INSTRUCTIONS FOR THE TASK: Copy out the entries below exactly as they stand, but only from the line containing "ring dip: (160, 408)" through the line containing "ring pip: (145, 370)".

** Opening EXERCISE MATERIAL block **

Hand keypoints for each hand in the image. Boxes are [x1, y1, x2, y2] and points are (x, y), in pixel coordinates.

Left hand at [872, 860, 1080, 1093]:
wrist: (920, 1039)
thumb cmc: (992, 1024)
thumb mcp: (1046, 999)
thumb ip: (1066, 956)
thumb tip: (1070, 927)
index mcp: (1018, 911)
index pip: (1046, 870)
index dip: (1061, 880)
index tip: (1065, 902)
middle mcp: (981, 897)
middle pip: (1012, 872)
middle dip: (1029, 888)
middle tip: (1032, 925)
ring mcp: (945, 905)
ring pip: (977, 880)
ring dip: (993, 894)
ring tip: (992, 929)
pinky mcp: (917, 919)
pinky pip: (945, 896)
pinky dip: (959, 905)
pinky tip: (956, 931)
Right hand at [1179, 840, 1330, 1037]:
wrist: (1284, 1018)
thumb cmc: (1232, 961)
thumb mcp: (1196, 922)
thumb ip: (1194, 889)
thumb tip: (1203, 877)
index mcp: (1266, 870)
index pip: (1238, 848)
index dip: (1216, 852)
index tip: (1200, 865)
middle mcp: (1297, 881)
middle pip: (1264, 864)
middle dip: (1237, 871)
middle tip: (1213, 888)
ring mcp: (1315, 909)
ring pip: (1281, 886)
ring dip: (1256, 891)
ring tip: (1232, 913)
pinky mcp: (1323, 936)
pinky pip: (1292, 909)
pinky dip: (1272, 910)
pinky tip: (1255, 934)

** Closing EXERCISE MATERIAL block **
** Opening EXERCISE MATERIAL block **

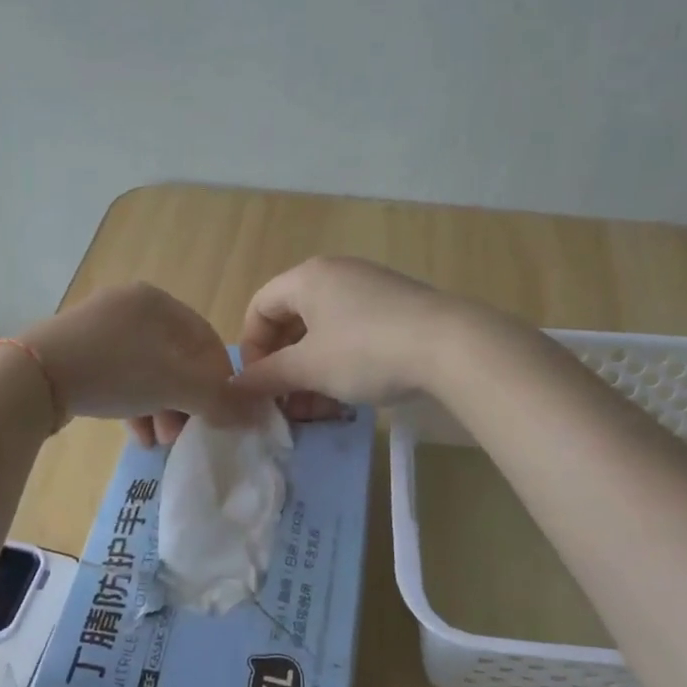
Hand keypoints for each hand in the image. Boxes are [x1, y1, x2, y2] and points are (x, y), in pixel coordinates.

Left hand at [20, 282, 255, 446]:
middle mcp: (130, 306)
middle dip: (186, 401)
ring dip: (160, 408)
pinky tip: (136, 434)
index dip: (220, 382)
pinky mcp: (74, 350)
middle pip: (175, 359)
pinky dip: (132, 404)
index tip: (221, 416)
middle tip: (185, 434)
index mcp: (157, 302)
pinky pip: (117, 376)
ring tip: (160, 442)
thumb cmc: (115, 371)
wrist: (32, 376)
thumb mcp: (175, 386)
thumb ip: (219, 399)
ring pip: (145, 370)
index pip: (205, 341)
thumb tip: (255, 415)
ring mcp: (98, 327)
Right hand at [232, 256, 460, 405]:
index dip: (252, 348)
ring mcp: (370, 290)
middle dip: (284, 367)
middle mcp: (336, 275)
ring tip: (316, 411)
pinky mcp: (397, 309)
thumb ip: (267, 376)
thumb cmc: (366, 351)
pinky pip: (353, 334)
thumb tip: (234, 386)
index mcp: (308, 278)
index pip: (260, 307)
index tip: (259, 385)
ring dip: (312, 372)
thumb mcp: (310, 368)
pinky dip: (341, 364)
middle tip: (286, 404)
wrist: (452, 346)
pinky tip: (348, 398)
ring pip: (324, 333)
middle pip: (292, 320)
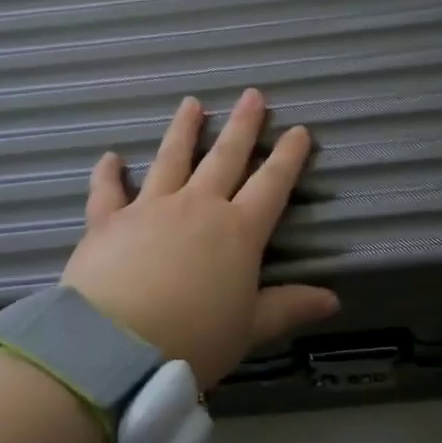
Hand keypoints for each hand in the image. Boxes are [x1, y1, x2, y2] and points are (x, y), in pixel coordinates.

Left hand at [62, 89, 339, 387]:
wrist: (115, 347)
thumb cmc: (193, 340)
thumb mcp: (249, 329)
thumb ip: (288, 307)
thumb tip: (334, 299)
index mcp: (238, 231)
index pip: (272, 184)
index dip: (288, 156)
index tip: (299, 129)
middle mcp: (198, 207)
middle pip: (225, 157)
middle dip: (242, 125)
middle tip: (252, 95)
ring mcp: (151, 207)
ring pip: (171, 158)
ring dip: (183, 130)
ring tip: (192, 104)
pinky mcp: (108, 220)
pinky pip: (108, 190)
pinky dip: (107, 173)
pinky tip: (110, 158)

** Closing EXERCISE MATERIAL block **

ANSWER SPACE:
ring dip: (160, 408)
pinky tip: (136, 434)
index dip: (220, 382)
pinky mcp: (74, 350)
middle pip: (175, 359)
pinky dip: (132, 404)
index tip: (221, 416)
middle tip: (185, 434)
index mcp: (157, 302)
pinky pip: (117, 376)
ring tip: (160, 442)
thumb cmc: (115, 371)
wrist: (32, 376)
thumb mcp: (175, 386)
thumb ip: (219, 399)
ring pip: (145, 370)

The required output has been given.